Jackson Women's Health Organization
- Abbreviation: JWHO
- Nickname: Pink House
- Successor: Las Cruces Women's Health Organization
- Established: 1995; 31 years ago
- Dissolved: July 6, 2022; 3 years ago
- Type: Reproductive health and abortion clinic
- Location(s): 2903 N State Street Jackson, Mississippi;
- Owner: Diane Derzis
- Administrator: Shannon Brewer
- Affiliations: National Abortion Federation
- Website: Current website

= Jackson Women's Health Organization =

Women's health clinic in Mississippi, US

Jackson Women's Health Organization (abbreviated JWHO and commonly known as the Pink House) was an abortion clinic located in a bright pink building in Jackson, Mississippi's Fondren neighborhood. It was the only abortion clinic in Mississippi since the other one closed in 2006. The JWHO closed its doors on July 6, 2022, following the Supreme Court of the United States' decision in Dobbs v. Jackson Women's Health Organization, and the day before Mississippi's near-complete abortion ban went into effect.

The administrator of JWHO moved to Las Cruces, New Mexico, and opened up a new abortion clinic called Las Cruces Women's Health Organization (LCWHO), due to New Mexico's liberal abortion laws. LCWHO is known as "The Pink House West”.

The clinic was established in 1995. JWHO provided multiple reproductive health services, including abortions up to 16 weeks, birth control and checkups. The clinic was a member of the National Abortion Federation, which sets compliance standards for abortions to ensure the safety of patients and provide attentive care. The medical staff at JWHO consisted of OB/GYNs, licensed nurses, technicians, and counselors.

==Legal challenges==
Mississippi politicians, including Governor Phil Bryant, attempted to close JWHO with TRAP laws since 2012, when Bryant signed a law requiring doctors who perform abortions to have admitting privileges at a local hospital. This was problematic for JWHO, because neither of its two doctors who performed abortions had such privileges. In response to the law, JWHO filed for a restraining order to allow them to remain open temporarily. On Sunday, July 1, 2012, a federal judge granted them this order, preventing enforcement of the law until at least July 11, 2012.

In 2013, Derzis told ABC News that both of JWHO's doctors lived out-of-state and flew in every week to work there. In April 2013, Judge Daniel Porter Jordan III issued a ruling blocking part of the law that would have closed JWHO.

In 2014, a divided panel of judges on the United States Court of Appeals for the Fifth Circuit issued a decision blocking Mississippi from using the law to close JWHO. In a statement accompanying the ruling, Judge E. Grady Jolly wrote, "Mississippi may not shift its obligation to respect the established constitutional rights of its citizens to another state." In 2016, the Supreme Court refused to review the 2014 decision, thereby allowing it to stand.
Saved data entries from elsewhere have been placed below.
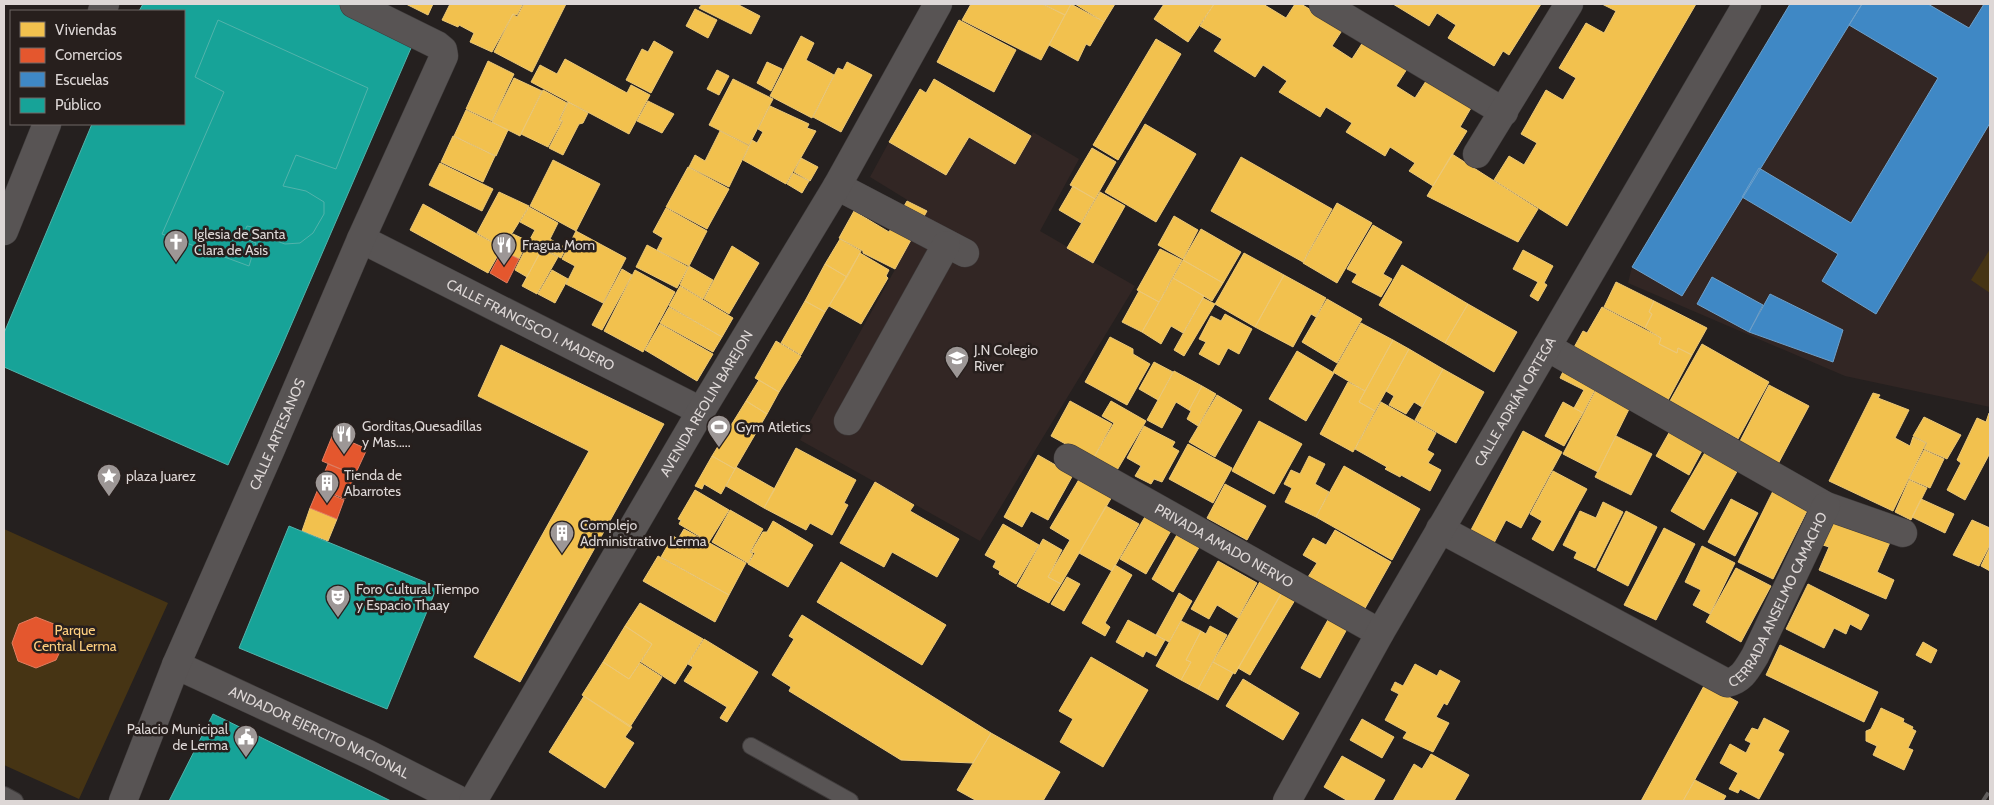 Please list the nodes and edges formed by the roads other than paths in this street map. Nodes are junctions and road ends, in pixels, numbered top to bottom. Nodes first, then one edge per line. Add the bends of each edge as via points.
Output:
1 (354, 4) edge
2 (938, 4) edge
3 (1322, 4) edge
4 (1569, 4) edge
5 (1747, 4) edge
6 (1504, 112) junction
7 (47, 125) edge
8 (1478, 154) dead end
9 (837, 186) junction
10 (6, 219) edge
11 (361, 239) junction
12 (1547, 347) junction
13 (701, 411) junction
14 (848, 421) dead end
15 (1068, 458) dead end
16 (1826, 506) junction
17 (1440, 529) junction
18 (1903, 533) dead end
19 (1380, 633) junction
20 (176, 665) junction
21 (751, 746) dead end
22 (4, 795) edge
23 (1289, 800) edge
24 (15, 801) edge
25 (123, 801) edge
26 (458, 801) edge
27 (474, 801) edge
28 (850, 801) edge

1 - 11 street, CALLE ARTESANOS via 437,45 444,56
2 - 9 street, AVENIDA REOLIN BAREJON
3 - 6 street
4 - 6 street
5 - 12 street, CALLE ADRIÁN ORTEGA
6 - 8 street
7 - 10 street
9 - 13 street, AVENIDA REOLIN BAREJON
9 - 14 street via 956,249
11 - 13 street, CALLE FRANCISCO I. MADERO
11 - 20 street, CALLE ARTESANOS
12 - 16 street, CERRADA ANSELMO CAMACHO
12 - 17 street, CALLE ADRIÁN ORTEGA
13 - 27 street, AVENIDA REOLIN BAREJON
15 - 19 street, PRIVADA AMADO NERVO
16 - 17 street, CERRADA ANSELMO CAMACHO via 1755,656 1737,681 1727,683
16 - 18 street
17 - 19 street, CALLE ADRIÁN ORTEGA
19 - 23 street, CALLE ADRIÁN ORTEGA
20 - 25 street, CALLE ARTESANOS
20 - 26 street, ANDADOR EJERCITO NACIONAL via 368,754
21 - 28 lane
22 - 24 lane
In March 2015, JWHO was vandalized, with security cameras destroyed and a generator severely damaged. As of 2022, the clinic's owner was Diane Derzis.

In March 2017, a U.S. federal court permanently blocked the state of Mississippi from closing JWHO for noncompliance with the law, while still allowing the law to move forward.

Additional cases were filed in March 2018 and December 2019. In a 2018 lawsuit, the plaintiffs said that there was a specific point at which the abortion would be wrongful ("Gestational Age Act"). This point was determined under the Gestational Age Act as 15 weeks. This was later blocked by United States District Judge Carlton W. Reeves and upheld at the Fifth Circuit.

The state challenged the case where it was certified by the Supreme Court as Dobbs v. Jackson Women's Health Organization in May 2021, to be heard in the 2021–22 term. Oral arguments in court for Dobbs v. Jackson Women's Organization began on December 1, 2021. On September 20, 2021, the American College of Obstetricians and Gynecologists (ACOG) and 24 medical organizations submitted an amicus brief in support of Jackson's Women's Health Organization. They deemed the ban on abortions after 15 weeks as a threat to safe medical care for women. In June 2022, the Supreme Court ruled that there existed no constitutional right to abortion, and upheld the Mississippi law, overturning the precedent set in 1973 by Roe v. Wade and in 1992 by Planned Parenthood v. Casey. Derzis announced in July that the clinic would close permanently, and that the building had been sold.

As of January 2023, the former clinic in Mississippi has been converted into a consignment store and was painted white.